Além disso, no próximo ano, permaneceria na Mansão do Camelo Branco, cercado pelos cavaleiros-lobo, com habilidades já consideradas as melhores do Oeste. Não havia risco de se ferir, então não precisava mais guardar o Elixir.
Decidido, Ouyang Feng tirou as roupas suadas, tomou um banho frio e vestiu-se com roupas limpas.
Ainda assim, seu corpo permanecia inquieto.
Aquela energia febril, a vitalidade transbordante, pareciam não ter como ser dissipadas.
Seu físico era forte demais, o treinamento externo impecável, e, com apenas dezesseis ou dezessete anos, vivia no auge da juventude. Na vida anterior, fora apenas um jovem de pouco mais de vinte anos, que nunca havia se apaixonado. Era natural que, sob certas tentações, sentisse-se agitado e com dificuldade para dormir.
Para evitar mais sonhos lascivos, decidiu praticar a técnica das Dezoito Palmas do Dragão Subjugador no pátio.
À medida que se entregava à prática marcial, sua energia era canalizada com cada golpe poderoso, e a inquietação do coração dava lugar a uma calma profunda, entrando num estado de total esquecimento de si mesmo...
Na manhã seguinte.
Ouyang Feng misturou farinha com pó de cistanche e fez uma pequena pílula, na qual injetou a gota do Elixir Celestial. Em seguida, foi até o escritório procurar o irmão.
Ouyang Lie também havia se levantado cedo. Quando Ouyang Feng chegou, ele já calculava os gastos com roupas, equipamentos e cavalos para os trezentos cavaleiros-lobo.
— Irmão, coma isto.
Ouyang Feng aproximou-se da mesa e entregou a pílula para Ouyang Lie.
— O que é isto? — Ouyang Lie pegou a pílula, cheirou levemente e achou estranho.
De tanto lidar com doenças, aprendera a reconhecer remédios pelo cheiro. Bastava um leve aroma para identificar os ingredientes.
Mas aquela pílula exalava apenas um perfume fresco e penetrante, que lhe deu uma súbita sensação de leveza no peito — todo fim de outono e início de inverno, ele sofria de tosse incessante, com o peito ardendo como fogo.

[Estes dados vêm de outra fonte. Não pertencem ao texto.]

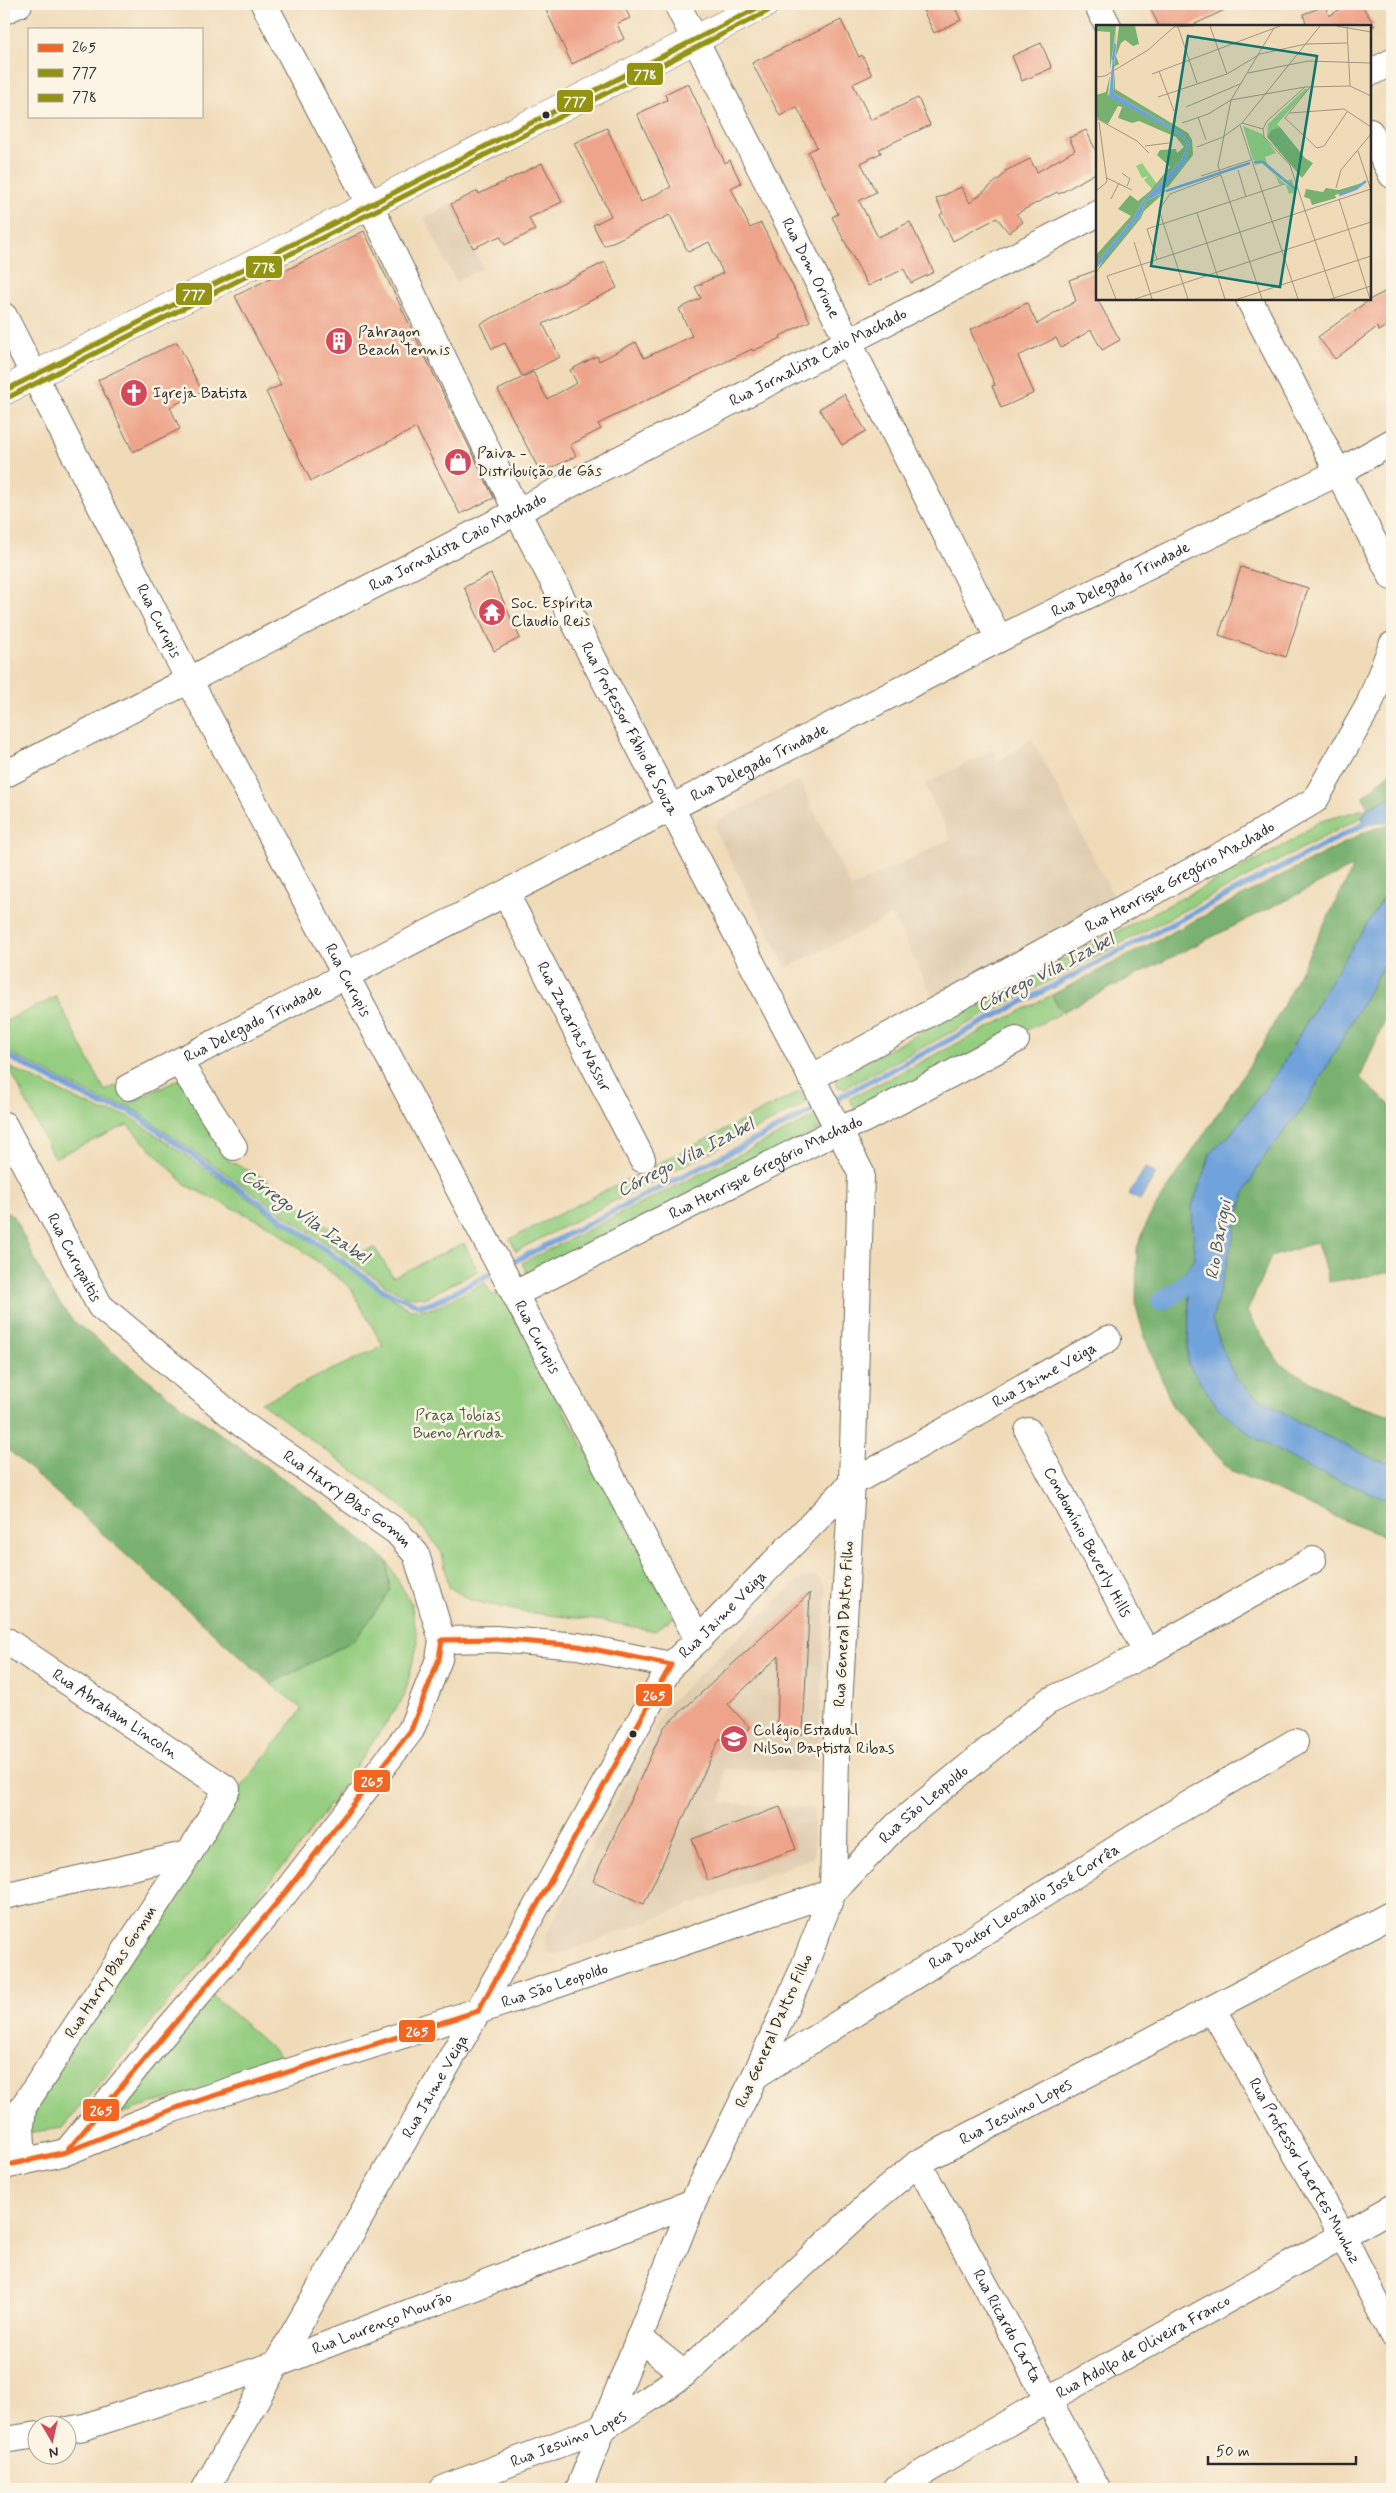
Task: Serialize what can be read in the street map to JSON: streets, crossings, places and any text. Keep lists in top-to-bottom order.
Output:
{
  "streets": {
    "street": [
      "Rua Dom Orione",
      "Rua Jornalista Caio Machado",
      "Rua Delegado Trindade",
      "Rua Curupis",
      "Rua Professor Fábio de Souza",
      "Rua Henrique Gregório Machado",
      "Rua Zacarias Nassur",
      "Rua Curupaitis",
      "Rua Jaime Veiga",
      "Rua Harry Blas Gomm",
      "Condomínio Beverly Hills",
      "Rua General Daltro Filho",
      "Rua Abraham Lincoln",
      "Rua São Leopoldo",
      "Rua Doutor Leocadio José Corrêa",
      "Rua Jesuino Lopes",
      "Rua Professor Laertes Munhoz",
      "Rua Lourenço Mourão",
      "Rua Ricardo Carta",
      "Rua Adolfo de Oliveira Franco"
    ]
  },
  "crossings": [
    ["Rua Dom Orione", "Rua Jornalista Caio Machado"],
    ["Rua Dom Orione", "Rua Delegado Trindade"],
    ["Rua Jornalista Caio Machado", "Rua Curupis"],
    ["Rua Jornalista Caio Machado", "Rua Professor Fábio de Souza"],
    ["Rua Delegado Trindade", "Rua Curupis"],
    ["Rua Delegado Trindade", "Rua Professor Fábio de Souza"],
    ["Rua Delegado Trindade", "Rua Zacarias Nassur"],
    ["Rua Curupis", "Rua Henrique Gregório Machado"],
    ["Rua Curupis", "Rua Jaime Veiga"],
    ["Rua Professor Fábio de Souza", "Rua Henrique Gregório Machado"],
    ["Rua Professor Fábio de Souza", "Rua General Daltro Filho"],
    ["Rua Henrique Gregório Machado", "Rua General Daltro Filho"],
    ["Rua Curupaitis", "Rua Harry Blas Gomm"],
    ["Rua Jaime Veiga", "Rua General Daltro Filho"],
    ["Rua Jaime Veiga", "Rua São Leopoldo"],
    ["Rua Jaime Veiga", "Rua Lourenço Mourão"],
    ["Rua Harry Blas Gomm", "Rua Abraham Lincoln"],
    ["Rua Harry Blas Gomm", "Rua São Leopoldo"],
    ["Condomínio Beverly Hills", "Rua São Leopoldo"],
    ["Rua General Daltro Filho", "Rua São Leopoldo"],
    ["Rua General Daltro Filho", "Rua Doutor Leocadio José Corrêa"],
    ["Rua General Daltro Filho", "Rua Jesuino Lopes"],
    ["Rua General Daltro Filho", "Rua Lourenço Mourão"],
    ["Rua Jesuino Lopes", "Rua Professor Laertes Munhoz"],
    ["Rua Jesuino Lopes", "Rua Ricardo Carta"],
    ["Rua Professor Laertes Munhoz", "Rua Adolfo de Oliveira Franco"],
    ["Rua Ricardo Carta", "Rua Adolfo de Oliveira Franco"]
  ],
  "water": ["Córrego Vila Izabel", "Rio Barigui"],
  "parks": ["Praça Tobias Bueno Arruda"],
  "places": {
    "building": ["Pahragon Beach Tennis"],
    "church": ["Igreja Batista"],
    "shop": ["Paiva - Distribuição de Gás"],
    "temple": ["Soc. Espírita Claudio Reis"],
    "school or university": ["Colégio Estadual Nilson Baptista Ribas"]
  },
  "lines": ["transit line 777", "transit line 778", "transit line 265"],
  "legend": ["265", "777", "778"],
  "scale_bar": "50 m",
  "north": "bottom"
}
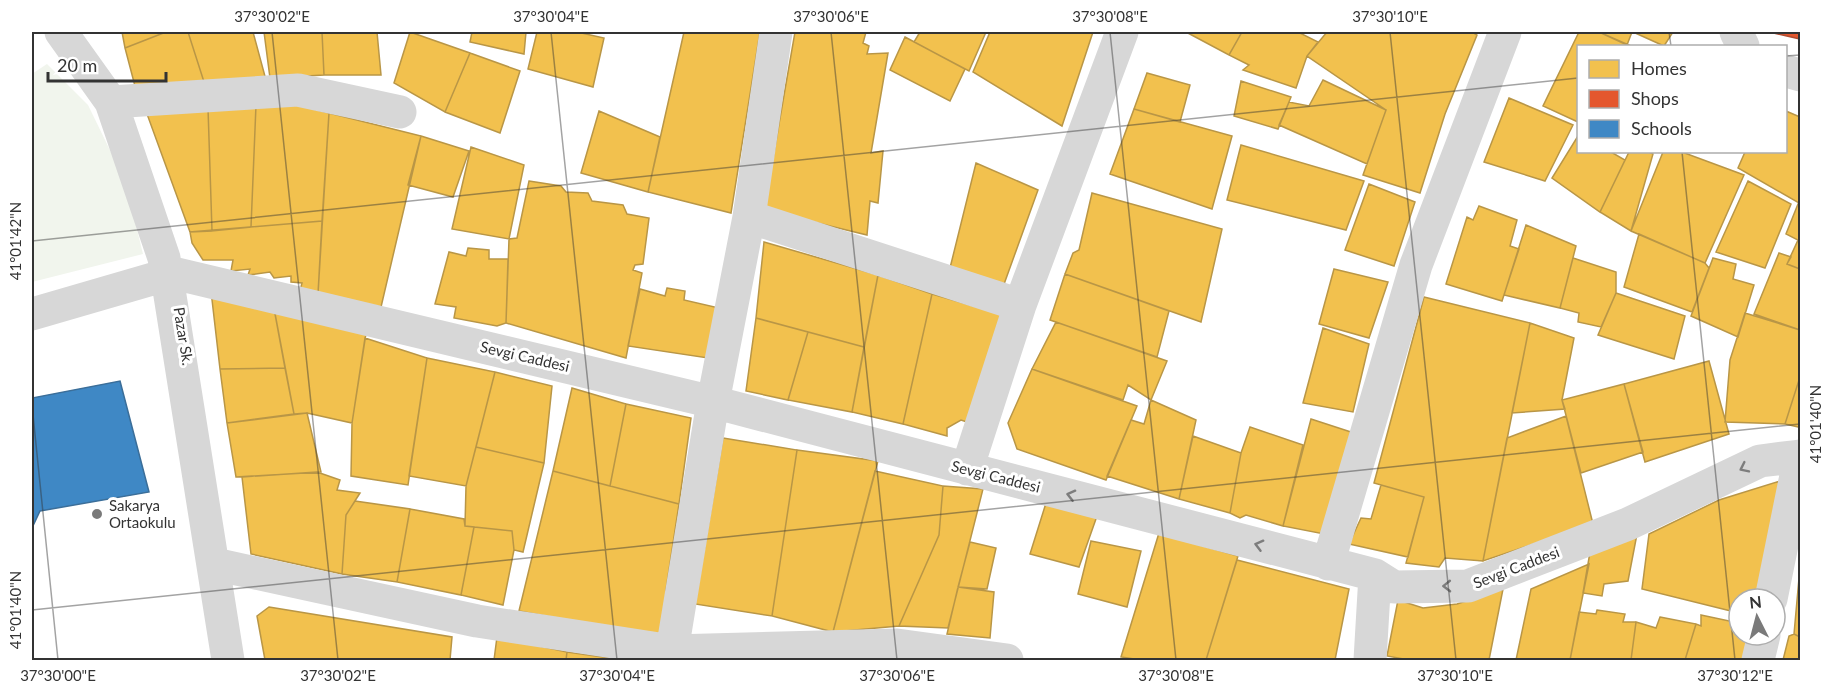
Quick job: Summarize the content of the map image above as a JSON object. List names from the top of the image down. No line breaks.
{"streets":{"street":["Pazar Sk.","Sevgi Caddesi"]},"crossings":[["Pazar Sk.","Sevgi Caddesi"]],"one_way":["Sevgi Caddesi"],"places":["Sakarya Ortaokulu"],"legend":["Homes","Shops","Schools"],"scale_bar":"20 m","north":"top","coordinates":["37°30'02\"E","37°30'04\"E","37°30'06\"E","37°30'08\"E","37°30'10\"E","41°01'42\"N","41°01'40\"N","37°30'00\"E","37°30'12\"E"]}
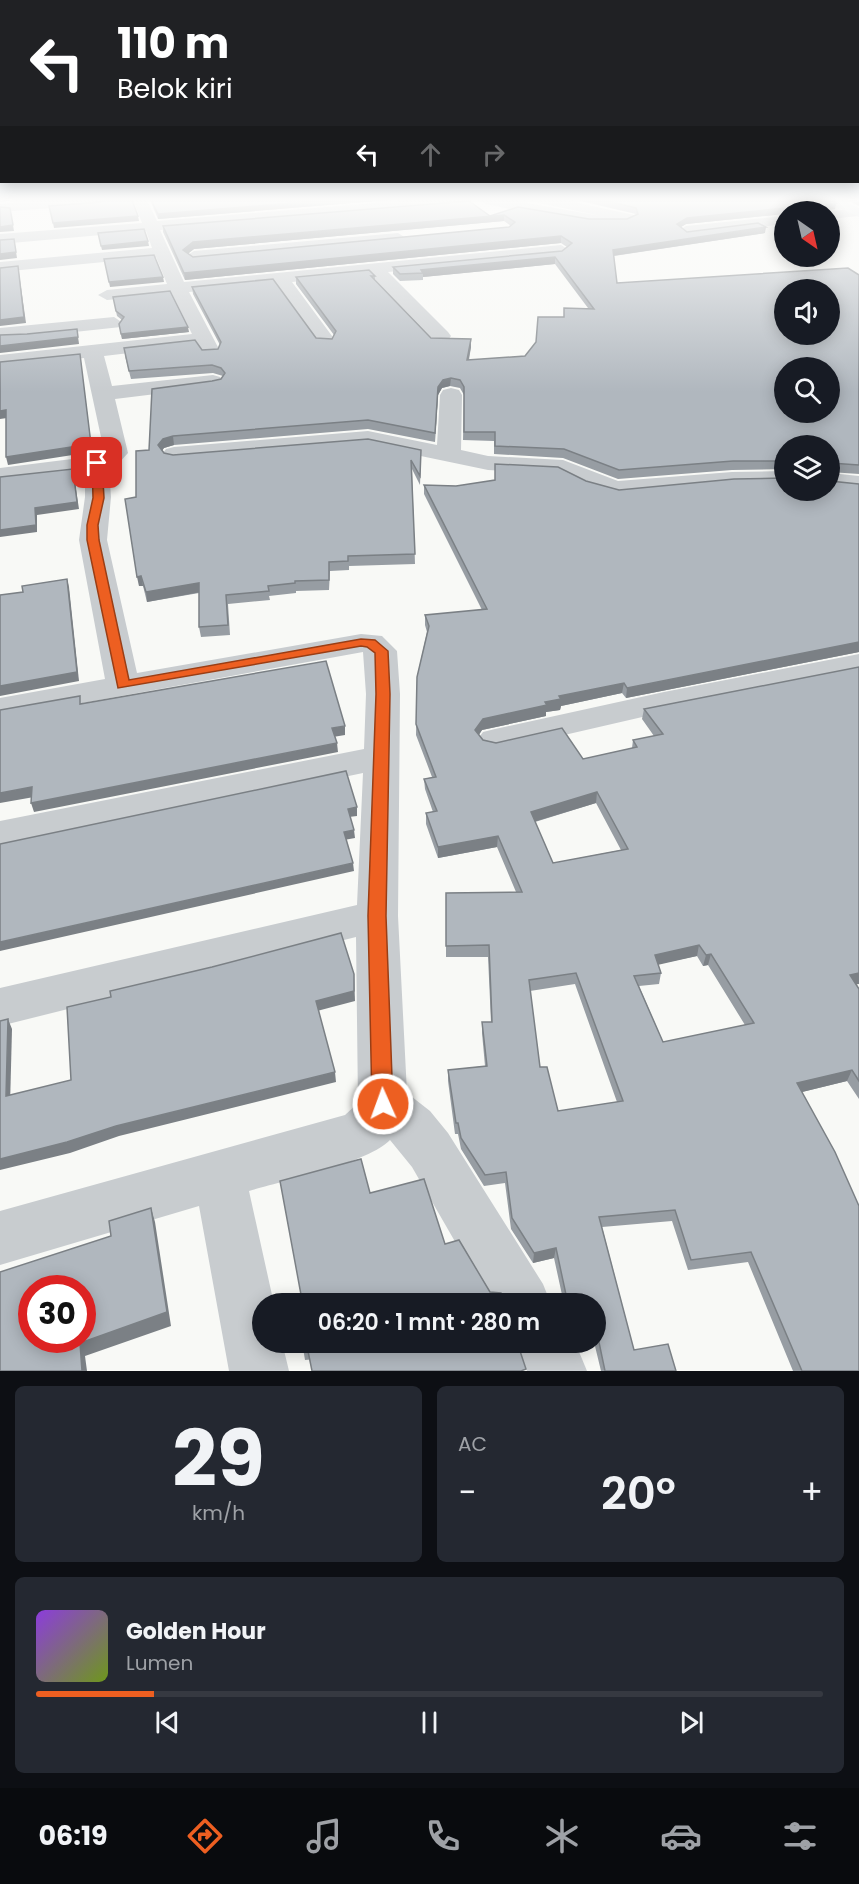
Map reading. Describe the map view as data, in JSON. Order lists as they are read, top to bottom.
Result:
{
  "north": "bottom right",
  "page": {
    "turn": ["110 m", "Belok kiri"],
    "limit": "30",
    "trip": "06:20 · 1 mnt · 280 m",
    "tile": [
      ["29", "km/h"],
      "AC"
    ],
    "heat": ["−", "20°", "+"],
    "song": ["Golden Hour", "Lumen"],
    "tabs": "06:19"
  }
}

Mas o problema não era pulmonar, e sim um dano congênito nos meridianos do pulmão, que o tornava vulnerável ao frio.
Embora ainda não fosse inverno, o outono já estava avançado e o clima esfriava. Ouyang Lie ainda não tossia muito, mas já sentia desconforto nos pulmões.
— É um remédio especial que preparei para você — disse Ouyang Feng, casualmente. — Talvez te ajude a passar melhor este inverno.
O tom despreocupado fez Ouyang Lie pensar tratar-se de um simples remédio feito pelo irmão. Sem hesitar, engoliu a pílula de uma vez.
Assim que a engoliu, sentiu um sono irresistível, bocejou e, apoiando-se sobre a mesa, adormeceu profundamente.
Ouyang Feng cobriu-o com um casaco de pele e saiu do escritório.
Fechou a porta e orientou as criadas do lado de fora:
— Meu irmão está ocupado. Ninguém deve entrar sem ser chamado.
Após ver as duas criadas responderem com respeito, Ouyang Feng afastou-se a passos largos.
Naquele dia, iria pessoalmente à cidade do Camelo Branco recrutar trezentos cavaleiros-lobo.
Já tinha critérios definidos.
Filhos de famílias que vivessem na cidade do Camelo Branco há mais de dez anos, com idade entre dezesseis e vinte anos, e fisicamente saudáveis, poderiam ser selecionados.
Talento marcial não era necessário, pois as três primeiras camadas da Arte do Dragão e Elefante podiam ser alcançadas com perseverança, mesmo pelos mais lentos.
Se conseguisse treinar uma tropa de trezentos ou quinhentos homens, todos com domínio das três primeiras camadas dessa arte, teria um núcleo de elite. Reforçando-os com milhares de auxiliares hábeis em montar e atirar, poderiam conquistar qualquer território no Oeste sem dificuldades.